Joint position lists
*** Begin section ***

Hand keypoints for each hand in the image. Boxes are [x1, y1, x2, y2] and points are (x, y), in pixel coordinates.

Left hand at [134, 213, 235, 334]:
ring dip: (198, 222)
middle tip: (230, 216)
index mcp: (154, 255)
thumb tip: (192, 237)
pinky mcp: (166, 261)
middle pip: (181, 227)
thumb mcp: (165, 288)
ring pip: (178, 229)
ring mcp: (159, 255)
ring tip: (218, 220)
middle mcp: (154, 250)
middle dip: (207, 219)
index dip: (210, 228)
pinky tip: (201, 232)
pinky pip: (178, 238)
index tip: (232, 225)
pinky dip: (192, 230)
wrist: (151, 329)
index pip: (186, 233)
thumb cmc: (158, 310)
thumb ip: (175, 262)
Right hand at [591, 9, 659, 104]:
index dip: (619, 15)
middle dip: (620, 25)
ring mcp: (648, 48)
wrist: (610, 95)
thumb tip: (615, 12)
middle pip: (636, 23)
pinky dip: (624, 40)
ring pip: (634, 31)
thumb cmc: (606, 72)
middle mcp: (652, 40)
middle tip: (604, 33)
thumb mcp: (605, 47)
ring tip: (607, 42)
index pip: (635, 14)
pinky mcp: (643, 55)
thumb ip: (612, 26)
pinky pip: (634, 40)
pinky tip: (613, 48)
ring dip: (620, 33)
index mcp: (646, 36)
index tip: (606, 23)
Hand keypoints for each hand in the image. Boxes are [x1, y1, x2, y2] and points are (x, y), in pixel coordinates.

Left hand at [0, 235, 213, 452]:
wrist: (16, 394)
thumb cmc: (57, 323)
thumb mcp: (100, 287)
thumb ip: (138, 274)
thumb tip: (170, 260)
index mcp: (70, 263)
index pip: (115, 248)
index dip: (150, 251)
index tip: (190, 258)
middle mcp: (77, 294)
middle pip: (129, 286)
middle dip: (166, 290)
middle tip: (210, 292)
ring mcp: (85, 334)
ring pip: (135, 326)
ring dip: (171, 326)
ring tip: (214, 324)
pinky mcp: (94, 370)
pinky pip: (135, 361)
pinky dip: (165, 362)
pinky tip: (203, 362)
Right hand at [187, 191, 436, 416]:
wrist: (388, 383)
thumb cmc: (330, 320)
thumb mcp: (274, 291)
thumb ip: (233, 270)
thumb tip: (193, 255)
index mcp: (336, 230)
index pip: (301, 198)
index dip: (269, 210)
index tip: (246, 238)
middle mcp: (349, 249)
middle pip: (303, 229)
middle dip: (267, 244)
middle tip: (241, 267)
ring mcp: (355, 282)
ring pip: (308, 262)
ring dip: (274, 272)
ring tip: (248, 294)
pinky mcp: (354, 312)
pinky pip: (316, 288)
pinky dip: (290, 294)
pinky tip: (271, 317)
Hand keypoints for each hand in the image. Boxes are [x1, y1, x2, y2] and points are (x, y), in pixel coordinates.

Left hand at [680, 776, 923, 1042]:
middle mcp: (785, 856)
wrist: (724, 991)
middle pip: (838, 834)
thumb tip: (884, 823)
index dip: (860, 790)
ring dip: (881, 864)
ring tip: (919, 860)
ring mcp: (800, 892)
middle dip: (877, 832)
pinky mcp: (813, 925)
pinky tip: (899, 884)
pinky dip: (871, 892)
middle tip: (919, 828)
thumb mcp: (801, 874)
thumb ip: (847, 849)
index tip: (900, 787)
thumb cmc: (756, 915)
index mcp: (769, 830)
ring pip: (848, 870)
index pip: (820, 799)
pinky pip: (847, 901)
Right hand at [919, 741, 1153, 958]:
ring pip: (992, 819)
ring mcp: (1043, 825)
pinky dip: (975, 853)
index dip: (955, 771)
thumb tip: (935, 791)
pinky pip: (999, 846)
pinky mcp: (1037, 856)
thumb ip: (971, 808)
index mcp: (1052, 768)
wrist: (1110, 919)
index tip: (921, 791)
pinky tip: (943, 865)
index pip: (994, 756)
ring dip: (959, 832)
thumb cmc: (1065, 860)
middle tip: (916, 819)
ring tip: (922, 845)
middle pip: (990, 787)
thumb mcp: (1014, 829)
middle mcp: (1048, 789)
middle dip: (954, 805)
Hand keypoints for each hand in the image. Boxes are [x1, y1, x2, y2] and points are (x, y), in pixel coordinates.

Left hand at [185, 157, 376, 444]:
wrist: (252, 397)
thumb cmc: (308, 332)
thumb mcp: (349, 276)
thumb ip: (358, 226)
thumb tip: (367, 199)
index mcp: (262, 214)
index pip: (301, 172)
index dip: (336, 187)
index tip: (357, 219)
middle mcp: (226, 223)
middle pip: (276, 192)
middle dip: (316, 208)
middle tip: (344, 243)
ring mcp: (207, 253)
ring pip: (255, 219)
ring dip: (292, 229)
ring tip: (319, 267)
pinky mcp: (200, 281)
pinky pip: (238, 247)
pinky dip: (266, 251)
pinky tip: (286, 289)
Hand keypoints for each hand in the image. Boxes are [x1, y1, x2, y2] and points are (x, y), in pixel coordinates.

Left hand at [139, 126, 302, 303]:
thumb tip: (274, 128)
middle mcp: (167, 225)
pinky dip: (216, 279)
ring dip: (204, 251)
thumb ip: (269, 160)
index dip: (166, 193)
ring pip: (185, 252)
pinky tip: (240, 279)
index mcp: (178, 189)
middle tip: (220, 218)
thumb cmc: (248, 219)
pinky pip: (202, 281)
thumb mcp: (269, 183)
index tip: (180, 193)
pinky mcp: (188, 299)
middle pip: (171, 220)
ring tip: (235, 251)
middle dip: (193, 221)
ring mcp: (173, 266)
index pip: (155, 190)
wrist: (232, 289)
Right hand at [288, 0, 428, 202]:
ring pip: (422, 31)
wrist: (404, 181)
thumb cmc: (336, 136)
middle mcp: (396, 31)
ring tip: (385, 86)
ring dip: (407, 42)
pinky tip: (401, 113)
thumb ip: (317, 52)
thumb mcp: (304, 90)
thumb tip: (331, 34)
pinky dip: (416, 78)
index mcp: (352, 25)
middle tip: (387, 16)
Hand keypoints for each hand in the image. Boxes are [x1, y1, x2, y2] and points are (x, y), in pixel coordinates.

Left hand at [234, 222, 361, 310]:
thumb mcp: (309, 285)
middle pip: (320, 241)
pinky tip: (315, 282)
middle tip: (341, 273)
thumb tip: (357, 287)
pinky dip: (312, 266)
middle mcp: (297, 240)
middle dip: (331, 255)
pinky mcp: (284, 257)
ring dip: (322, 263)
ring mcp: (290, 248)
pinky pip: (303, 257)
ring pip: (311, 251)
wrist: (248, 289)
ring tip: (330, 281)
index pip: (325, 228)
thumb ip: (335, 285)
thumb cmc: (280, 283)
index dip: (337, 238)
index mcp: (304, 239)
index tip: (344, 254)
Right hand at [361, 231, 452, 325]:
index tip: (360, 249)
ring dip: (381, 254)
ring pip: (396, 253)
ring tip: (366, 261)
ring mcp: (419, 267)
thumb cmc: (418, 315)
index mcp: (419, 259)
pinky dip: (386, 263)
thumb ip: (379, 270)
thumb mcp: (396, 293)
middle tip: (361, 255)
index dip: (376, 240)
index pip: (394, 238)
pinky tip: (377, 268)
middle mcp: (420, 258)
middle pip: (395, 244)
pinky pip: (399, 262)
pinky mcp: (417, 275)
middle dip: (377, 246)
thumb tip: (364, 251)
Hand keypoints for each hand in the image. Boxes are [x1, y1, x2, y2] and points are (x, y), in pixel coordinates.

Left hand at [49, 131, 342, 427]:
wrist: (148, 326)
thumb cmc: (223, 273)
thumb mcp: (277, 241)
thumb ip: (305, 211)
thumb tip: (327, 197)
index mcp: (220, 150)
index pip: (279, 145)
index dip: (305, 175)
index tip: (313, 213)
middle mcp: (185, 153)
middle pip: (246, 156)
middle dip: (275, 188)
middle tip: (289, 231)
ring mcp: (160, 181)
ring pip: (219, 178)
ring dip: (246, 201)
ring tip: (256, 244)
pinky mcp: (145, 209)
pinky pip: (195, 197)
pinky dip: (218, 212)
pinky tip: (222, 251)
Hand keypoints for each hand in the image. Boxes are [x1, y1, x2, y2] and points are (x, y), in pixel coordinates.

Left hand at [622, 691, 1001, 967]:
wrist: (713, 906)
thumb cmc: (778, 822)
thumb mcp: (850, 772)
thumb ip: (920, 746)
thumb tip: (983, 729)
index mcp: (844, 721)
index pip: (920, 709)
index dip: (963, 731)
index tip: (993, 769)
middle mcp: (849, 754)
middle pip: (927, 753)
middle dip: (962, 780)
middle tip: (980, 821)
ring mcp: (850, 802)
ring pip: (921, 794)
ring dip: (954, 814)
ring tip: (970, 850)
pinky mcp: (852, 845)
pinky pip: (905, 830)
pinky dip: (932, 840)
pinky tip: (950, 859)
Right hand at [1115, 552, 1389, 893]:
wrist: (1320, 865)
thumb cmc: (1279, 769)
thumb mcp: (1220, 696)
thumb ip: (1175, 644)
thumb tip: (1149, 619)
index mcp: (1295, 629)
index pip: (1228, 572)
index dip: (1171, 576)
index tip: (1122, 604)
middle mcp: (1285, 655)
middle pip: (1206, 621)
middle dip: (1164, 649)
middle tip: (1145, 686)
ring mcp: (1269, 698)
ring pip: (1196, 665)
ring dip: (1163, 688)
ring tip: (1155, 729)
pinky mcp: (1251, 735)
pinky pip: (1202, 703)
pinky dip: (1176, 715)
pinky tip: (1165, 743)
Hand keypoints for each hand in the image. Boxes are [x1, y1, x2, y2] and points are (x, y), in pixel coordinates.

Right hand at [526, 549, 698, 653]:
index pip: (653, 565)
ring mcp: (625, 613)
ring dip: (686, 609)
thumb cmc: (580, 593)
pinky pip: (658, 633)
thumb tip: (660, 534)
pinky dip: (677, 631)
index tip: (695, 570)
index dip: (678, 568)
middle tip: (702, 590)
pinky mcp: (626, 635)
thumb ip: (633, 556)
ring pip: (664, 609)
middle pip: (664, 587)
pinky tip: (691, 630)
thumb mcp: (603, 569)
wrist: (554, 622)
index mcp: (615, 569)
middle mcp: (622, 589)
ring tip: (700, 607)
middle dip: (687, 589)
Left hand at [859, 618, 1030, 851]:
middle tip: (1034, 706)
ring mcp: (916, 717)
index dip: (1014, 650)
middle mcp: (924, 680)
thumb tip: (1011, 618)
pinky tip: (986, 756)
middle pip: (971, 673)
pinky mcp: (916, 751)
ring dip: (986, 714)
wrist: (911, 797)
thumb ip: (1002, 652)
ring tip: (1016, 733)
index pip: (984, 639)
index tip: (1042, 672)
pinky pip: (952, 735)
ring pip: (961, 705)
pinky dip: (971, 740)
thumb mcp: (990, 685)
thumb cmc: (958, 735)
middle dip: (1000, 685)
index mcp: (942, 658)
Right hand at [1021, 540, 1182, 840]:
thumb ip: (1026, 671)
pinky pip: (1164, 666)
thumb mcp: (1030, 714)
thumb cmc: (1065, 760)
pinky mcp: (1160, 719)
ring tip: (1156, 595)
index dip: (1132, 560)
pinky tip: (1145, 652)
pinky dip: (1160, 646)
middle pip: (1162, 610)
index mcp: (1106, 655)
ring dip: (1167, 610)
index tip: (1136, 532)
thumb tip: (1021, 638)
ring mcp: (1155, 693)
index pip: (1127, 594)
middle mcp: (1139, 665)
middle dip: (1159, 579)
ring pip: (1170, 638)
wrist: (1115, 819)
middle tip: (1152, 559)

*** End section ***

Nothing should appear in the answer except the lines from the one containing "wrist: (554, 622)" to the end of the data above, reproduced exactly.

wrist: (554, 622)
index mcp: (615, 569)
middle mcp: (622, 589)
ring tip: (700, 607)
middle dip: (687, 589)
Left hand at [859, 618, 1030, 851]:
middle tip: (1034, 706)
ring mcp: (916, 717)
index dip: (1014, 650)
middle mcp: (924, 680)
thumb tip: (1011, 618)
pinky tip: (986, 756)
middle pip: (971, 673)
pinky mcp: (916, 751)
ring dip: (986, 714)
wrist: (911, 797)
thumb ip: (1002, 652)
ring tip: (1016, 733)
index pip: (984, 639)
index tip: (1042, 672)
pinky pip: (952, 735)
ring pip: (961, 705)
pinky dip: (971, 740)
thumb mcp: (990, 685)
thumb cmc: (958, 735)
middle dip: (1000, 685)
index mcp: (942, 658)
Right hand at [1021, 540, 1182, 840]:
thumb ip: (1026, 671)
pinky pip: (1164, 666)
thumb mcp: (1030, 714)
thumb cmc: (1065, 760)
pinky mcp: (1160, 719)
ring tip: (1156, 595)
index dip: (1132, 560)
pinky tip: (1145, 652)
pinky dip: (1160, 646)
middle pip: (1162, 610)
index mcp: (1106, 655)
ring dip: (1167, 610)
index tip: (1136, 532)
thumb tip: (1021, 638)
ring mcp: (1155, 693)
index pip: (1127, 594)
middle mcp: (1139, 665)
middle dip: (1159, 579)
ring pip: (1170, 638)
wrist: (1115, 819)
middle tip: (1152, 559)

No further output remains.